> What you have to do:
Copy the records word for word. Pictures do not go in.

> Data:
_ _ _ _ _

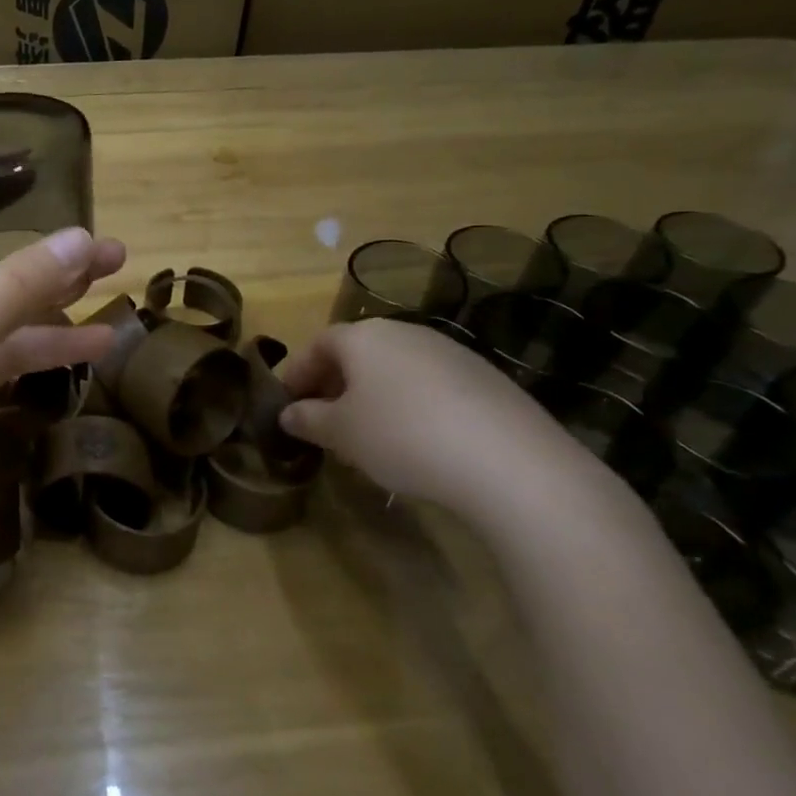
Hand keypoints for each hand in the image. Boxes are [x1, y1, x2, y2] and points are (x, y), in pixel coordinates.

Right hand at [276, 317, 574, 515]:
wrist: (510, 462)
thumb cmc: (401, 436)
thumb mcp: (340, 433)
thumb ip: (308, 419)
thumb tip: (288, 414)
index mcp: (364, 336)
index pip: (317, 345)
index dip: (296, 374)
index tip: (285, 405)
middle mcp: (406, 333)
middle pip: (357, 353)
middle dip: (333, 385)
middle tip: (321, 421)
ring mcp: (451, 353)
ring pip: (394, 370)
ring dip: (371, 396)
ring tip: (366, 436)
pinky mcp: (486, 379)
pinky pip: (430, 386)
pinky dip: (411, 406)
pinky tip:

_ _ _ _ _

> Problem solution:
Hand keypoints for each hand in the image. Boxes are [x1, y1, x2, y2] and points are (x, y), in pixel coordinates.

Right hand at [276, 317, 574, 515]:
wrist: (510, 462)
thumb cmc: (401, 436)
thumb mcp: (340, 433)
thumb ip: (308, 419)
thumb tip: (288, 414)
index mcp: (364, 336)
index pip: (317, 345)
index dip: (296, 374)
index tip: (285, 405)
middle mcp: (406, 333)
middle pip: (357, 353)
middle dip: (333, 385)
middle tip: (321, 421)
ring mcp: (451, 353)
ring pip: (394, 370)
ring dip: (371, 396)
ring tip: (366, 436)
pinky mcp: (486, 379)
pinky pip: (430, 386)
pinky dip: (411, 406)
pinky tip:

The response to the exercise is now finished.